Incongruent, hypocritical and lying. When faced with fashion purchases, consumers collapse into a behavioural drift based on the concept of cognitive dissonance. This is explained by a study by ModaEspaña carried out in collaboration with Kantar

by Massimiliano Viti

 

Those who know that smoking is bad for their health but continue to do so justify their behaviour by thinking that ‘smoking helps you concentrate and is pleasant’. Or they exhibit the alibi of ‘it is not proven that smoking is that bad for you’. Or hides behind catchphrases such as ‘You only live once’ and ‘If you stop smoking, you eat more and gain weight’. Inconsistent or contradictory behaviour that, in 1957, the American psychologist and sociologist Leon Festinger called cognitive dissonance. Why do we write about it? Simple: this discourse also applies – unfortunately – to fashion consumption patterns. Here’s why.

Green hypocrisy

Many people, when buying a fashion product in particular, claim to be environmentally and sustainability conscious. But then, at the time of purchase, they relegate these supposed convictions to a corner and choose solely on the basis of price. This is also why some Chinese super fast fashion giants like Shein or Temu are growing. All studies carried out in the past (Bain, ThredUp and Vinted) have amply demonstrated this phenomenon, which, however, does not seem to be losing strength. On the contrary.

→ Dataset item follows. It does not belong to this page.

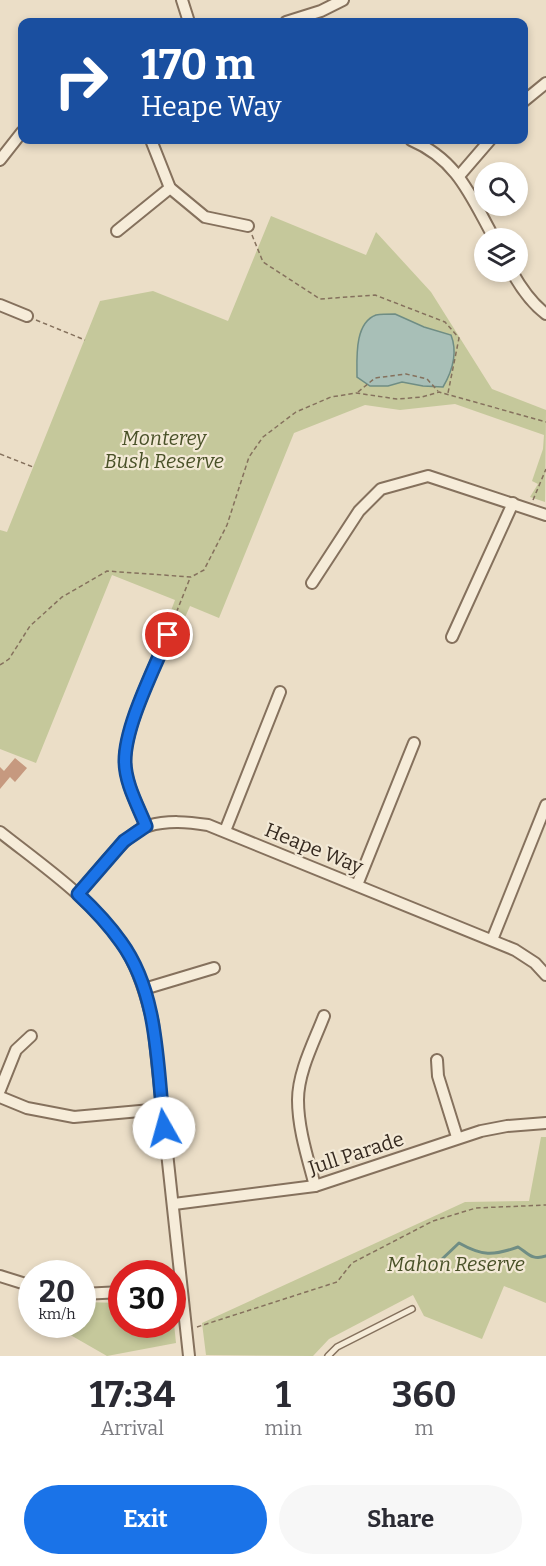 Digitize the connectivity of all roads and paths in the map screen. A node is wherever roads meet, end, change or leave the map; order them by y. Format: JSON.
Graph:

The cognitive dissonance of fashion consumption

At the end of May 2024, ModaEspaña presented a study carried out in collaboration with Kantar entitled ‘Perception, attitude and awareness of the fashion consumer towards the environment’. Rosa Pilar López, director of the fashion and beauty division of Kantar’s Worldpanel, used precisely cognitive dissonance to explain consumer behaviour. The one who is aware of sustainability is a Shein customer. The novelty of the study is that it is not only young people who behave this way.

Hypocritical and incongruent

The consumer is described as ‘hypocritical, inconsistent and a liar‘. Because – at least 1 in 3 – they are concerned about sustainability, they ask for information and explanations about unethical behaviour, but, in the end, what do they do? They buy based on price, which is the most important factor in purchasing decisions for more than 80% of consumers.

Lying consumer

37% of consumers demand more information on how clothes are made, but only 13% say they actually look for it. Probably because they are not sure, they are finding the truth. One in 5, in fact, believes that claims about sustainability and low environmental impact are merely strategies to attract buyers and sell at a higher price. Marketing, in other words. Greenwashing. This is why Brussels intervened on this issue and banned the indication of generic terms about product sustainability in the absence of concrete evidence.

The company started with SH

Ángel Asensio, president of Moda España, called the consumer ‘hypocritical’ and explained that when he goes to universities, students show interest and concern for sustainability in fashion. But when asked where they shop, they all answer: ‘In the company that starts with SH‘.

A positive aspect

One positive aspect that emerges from the study, however, is that consumers now look for more durable garments, even if they cost more, because they have less environmental impact. Thus, they seem to be willing to spend a little more not for a ‘trivial idea of sustainability’, but for the quality of the product. A meagre consolation, in light of the cognitive dissonance that commands all purchasing behaviour.